Keypoint text descriptions:
• • • • • • •

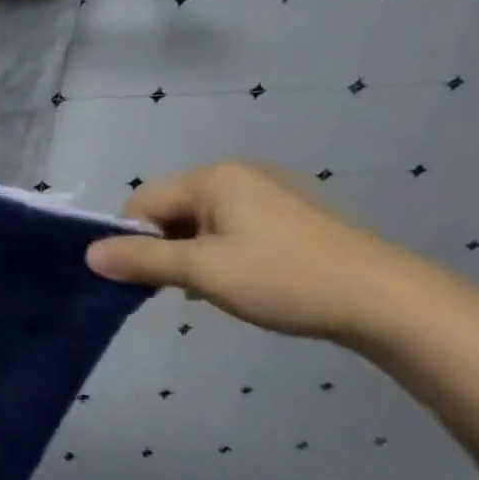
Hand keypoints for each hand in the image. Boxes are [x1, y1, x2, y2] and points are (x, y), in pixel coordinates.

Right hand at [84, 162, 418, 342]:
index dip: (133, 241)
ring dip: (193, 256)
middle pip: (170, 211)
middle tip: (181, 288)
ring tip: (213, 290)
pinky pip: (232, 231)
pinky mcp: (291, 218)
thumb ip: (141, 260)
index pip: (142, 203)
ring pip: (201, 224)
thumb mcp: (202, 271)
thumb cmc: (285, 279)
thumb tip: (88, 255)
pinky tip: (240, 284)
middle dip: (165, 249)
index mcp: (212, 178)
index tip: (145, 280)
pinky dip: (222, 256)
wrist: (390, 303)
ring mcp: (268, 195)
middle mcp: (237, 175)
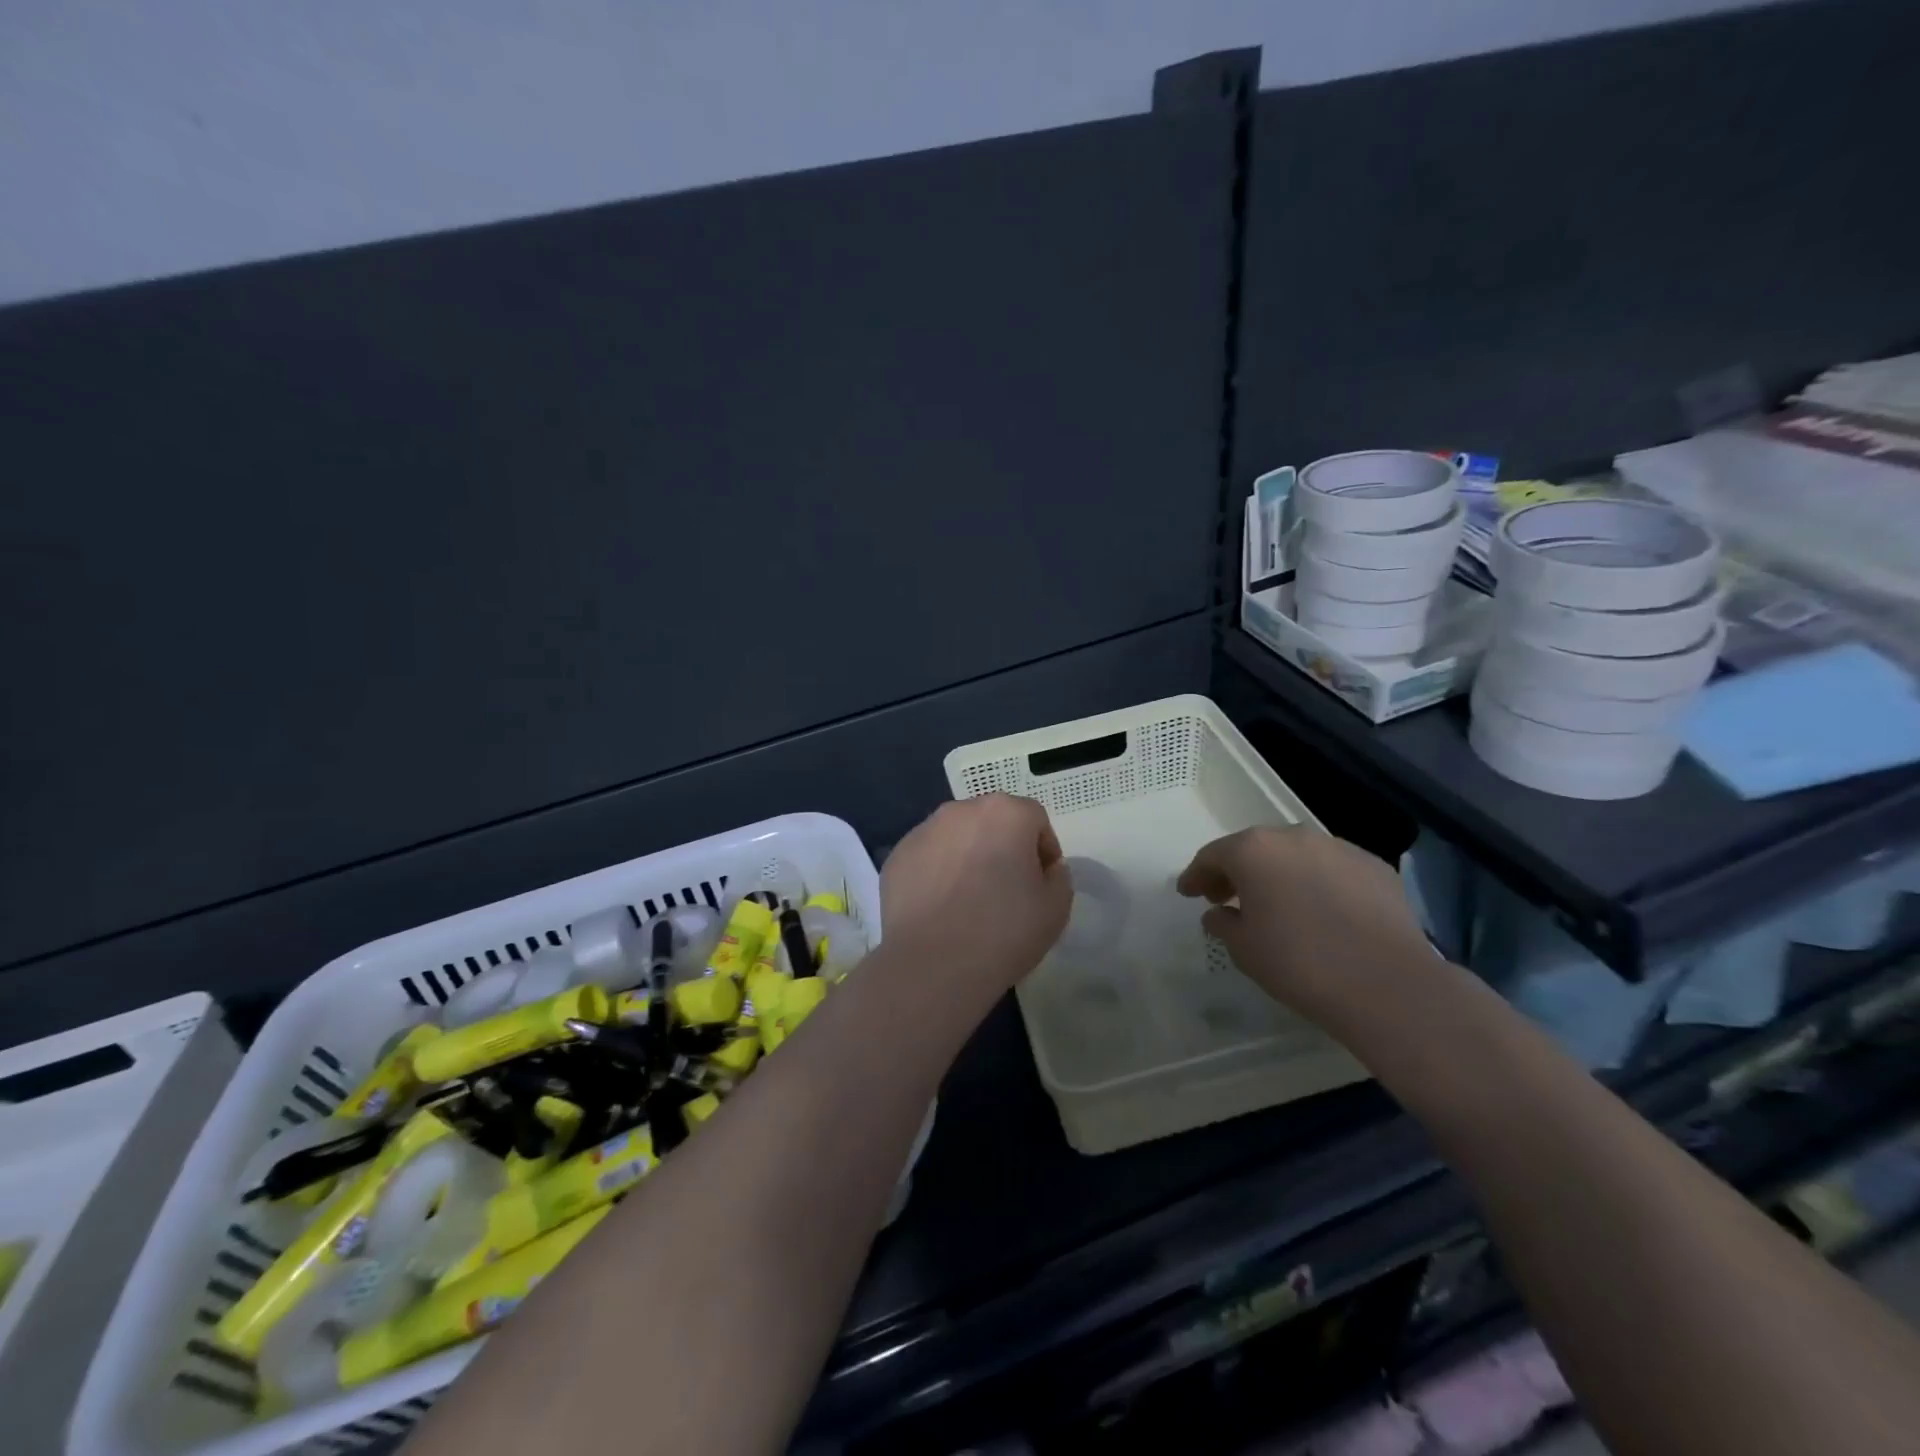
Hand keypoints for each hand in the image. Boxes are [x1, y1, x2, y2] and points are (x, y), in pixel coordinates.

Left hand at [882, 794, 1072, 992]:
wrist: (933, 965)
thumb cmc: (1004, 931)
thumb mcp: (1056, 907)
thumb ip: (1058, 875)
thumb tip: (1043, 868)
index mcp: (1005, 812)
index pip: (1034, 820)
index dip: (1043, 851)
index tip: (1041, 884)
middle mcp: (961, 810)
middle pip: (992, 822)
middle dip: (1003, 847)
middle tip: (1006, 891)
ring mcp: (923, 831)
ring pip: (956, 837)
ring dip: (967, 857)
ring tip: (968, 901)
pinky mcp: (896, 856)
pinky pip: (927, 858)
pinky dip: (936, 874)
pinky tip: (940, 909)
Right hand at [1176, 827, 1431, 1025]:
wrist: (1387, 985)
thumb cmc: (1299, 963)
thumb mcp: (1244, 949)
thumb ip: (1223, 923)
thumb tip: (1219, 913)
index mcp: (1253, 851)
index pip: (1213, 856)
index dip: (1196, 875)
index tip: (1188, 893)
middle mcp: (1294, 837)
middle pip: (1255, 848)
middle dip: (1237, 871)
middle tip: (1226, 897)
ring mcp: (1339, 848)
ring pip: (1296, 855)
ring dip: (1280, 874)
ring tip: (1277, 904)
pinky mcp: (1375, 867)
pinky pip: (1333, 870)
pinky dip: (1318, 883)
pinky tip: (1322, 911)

• • • • • • •

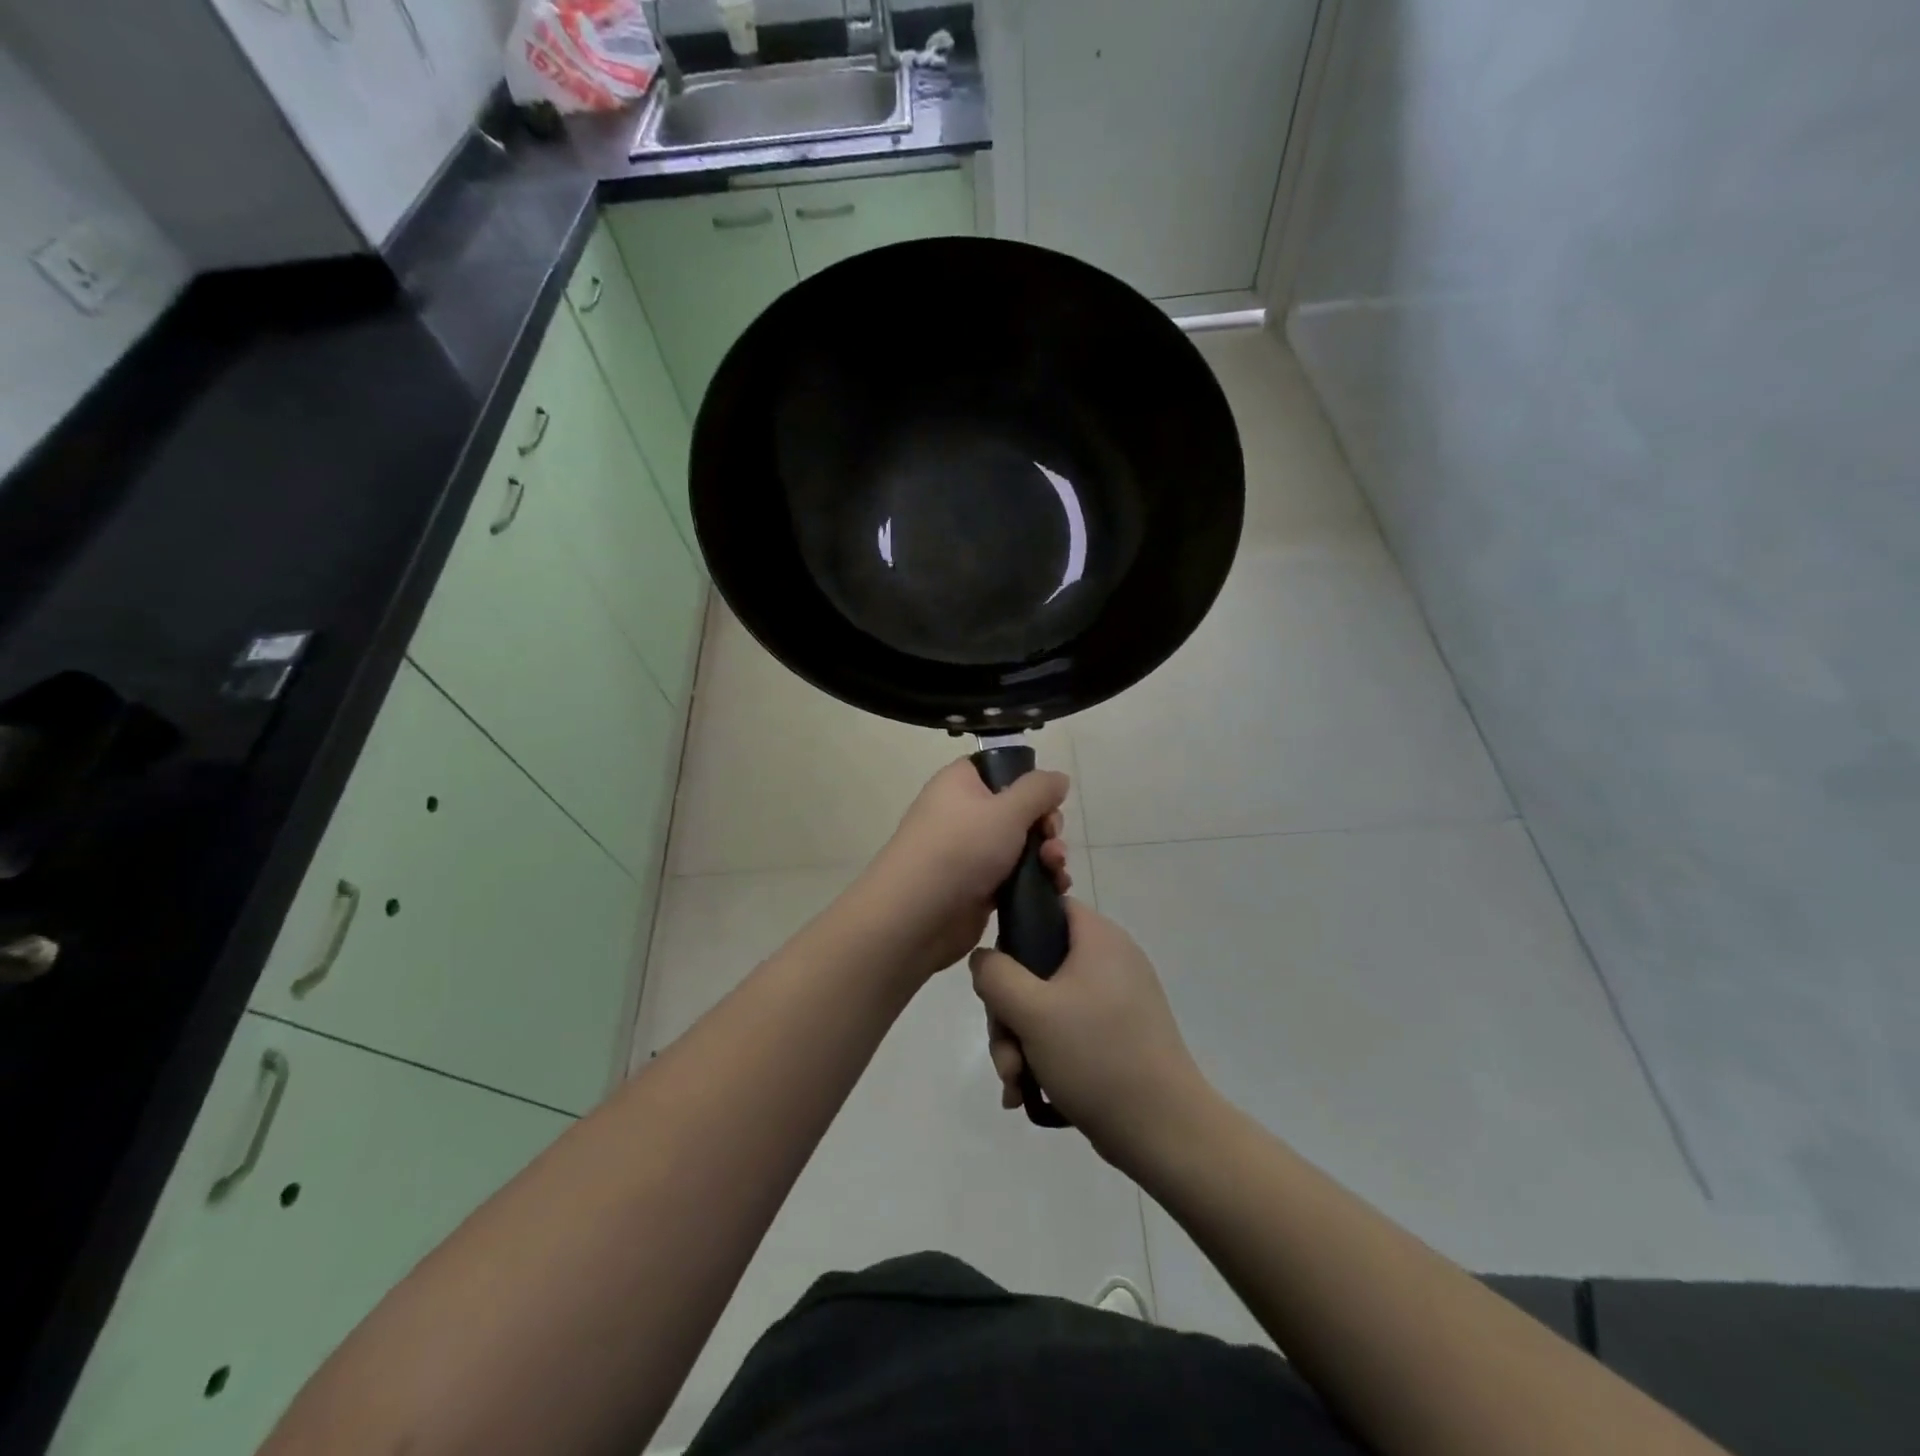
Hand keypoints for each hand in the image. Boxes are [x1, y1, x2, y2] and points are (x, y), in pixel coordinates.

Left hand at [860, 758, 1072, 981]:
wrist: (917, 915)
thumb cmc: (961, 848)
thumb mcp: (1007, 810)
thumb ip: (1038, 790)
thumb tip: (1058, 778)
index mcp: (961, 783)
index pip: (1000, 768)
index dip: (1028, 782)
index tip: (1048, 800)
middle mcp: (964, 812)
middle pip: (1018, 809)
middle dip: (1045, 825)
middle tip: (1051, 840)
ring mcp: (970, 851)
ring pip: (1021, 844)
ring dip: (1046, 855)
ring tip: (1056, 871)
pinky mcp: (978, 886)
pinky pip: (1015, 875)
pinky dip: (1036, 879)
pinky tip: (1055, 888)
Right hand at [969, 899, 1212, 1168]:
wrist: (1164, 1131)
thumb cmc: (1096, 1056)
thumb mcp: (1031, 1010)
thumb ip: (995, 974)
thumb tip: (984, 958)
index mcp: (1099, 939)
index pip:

• • • • • • •

EXERCISE REQUIREMENTS: Copy, exactly and only, the lines above that begin with the one containing "middle tip: (1006, 891)" and finish with the one containing "pinky tip: (1322, 911)".

YOUR SOLUTION:
middle tip: (1006, 891)
ring mcp: (923, 831)
ring pip: (956, 837)
ring dip: (967, 857)
ring tip: (968, 901)
pinky mcp: (896, 856)
pinky pip: (927, 858)
pinky dip: (936, 874)
pinky tip: (940, 909)
Right hand at [1176, 827, 1431, 1025]:
wrist: (1387, 985)
thumb cmc: (1299, 963)
thumb mcp: (1244, 949)
thumb ip: (1223, 923)
thumb tip: (1219, 913)
index mcp: (1253, 851)
index pip: (1213, 856)
index dip: (1196, 875)
index tip: (1188, 893)
middle mcp: (1294, 837)
middle pip: (1255, 848)
middle dip: (1237, 871)
middle tip: (1226, 897)
ring mcp: (1339, 848)
ring pip: (1296, 855)
ring dip: (1280, 874)
ring tip: (1277, 904)
pinky mcp: (1375, 867)
pinky pip: (1333, 870)
pinky dip: (1318, 883)
pinky tip: (1322, 911)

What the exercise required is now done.